(Task brief): Below are records; write all of them out exactly.

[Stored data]
┌────────

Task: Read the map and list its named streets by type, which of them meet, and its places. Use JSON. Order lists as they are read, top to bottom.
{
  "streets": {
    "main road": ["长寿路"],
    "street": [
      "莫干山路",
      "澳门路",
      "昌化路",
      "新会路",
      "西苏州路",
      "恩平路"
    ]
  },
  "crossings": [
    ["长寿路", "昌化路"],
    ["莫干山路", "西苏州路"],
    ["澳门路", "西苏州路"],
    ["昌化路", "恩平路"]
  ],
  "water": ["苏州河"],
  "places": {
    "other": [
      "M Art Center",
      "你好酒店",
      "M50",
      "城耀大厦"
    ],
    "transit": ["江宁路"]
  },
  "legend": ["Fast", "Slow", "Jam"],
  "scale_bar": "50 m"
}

└────────

(Exercise result):
Task: Read the map and list its named streets by type, which of them meet, and its places. Use JSON. Order lists as they are read, top to bottom.
{
  "streets": {
    "main road": ["长寿路"],
    "street": [
      "莫干山路",
      "澳门路",
      "昌化路",
      "新会路",
      "西苏州路",
      "恩平路"
    ]
  },
  "crossings": [
    ["长寿路", "昌化路"],
    ["莫干山路", "西苏州路"],
    ["澳门路", "西苏州路"],
    ["昌化路", "恩平路"]
  ],
  "water": ["苏州河"],
  "places": {
    "other": [
      "M Art Center",
      "你好酒店",
      "M50",
      "城耀大厦"
    ],
    "transit": ["江宁路"]
  },
  "legend": ["Fast", "Slow", "Jam"],
  "scale_bar": "50 m"
}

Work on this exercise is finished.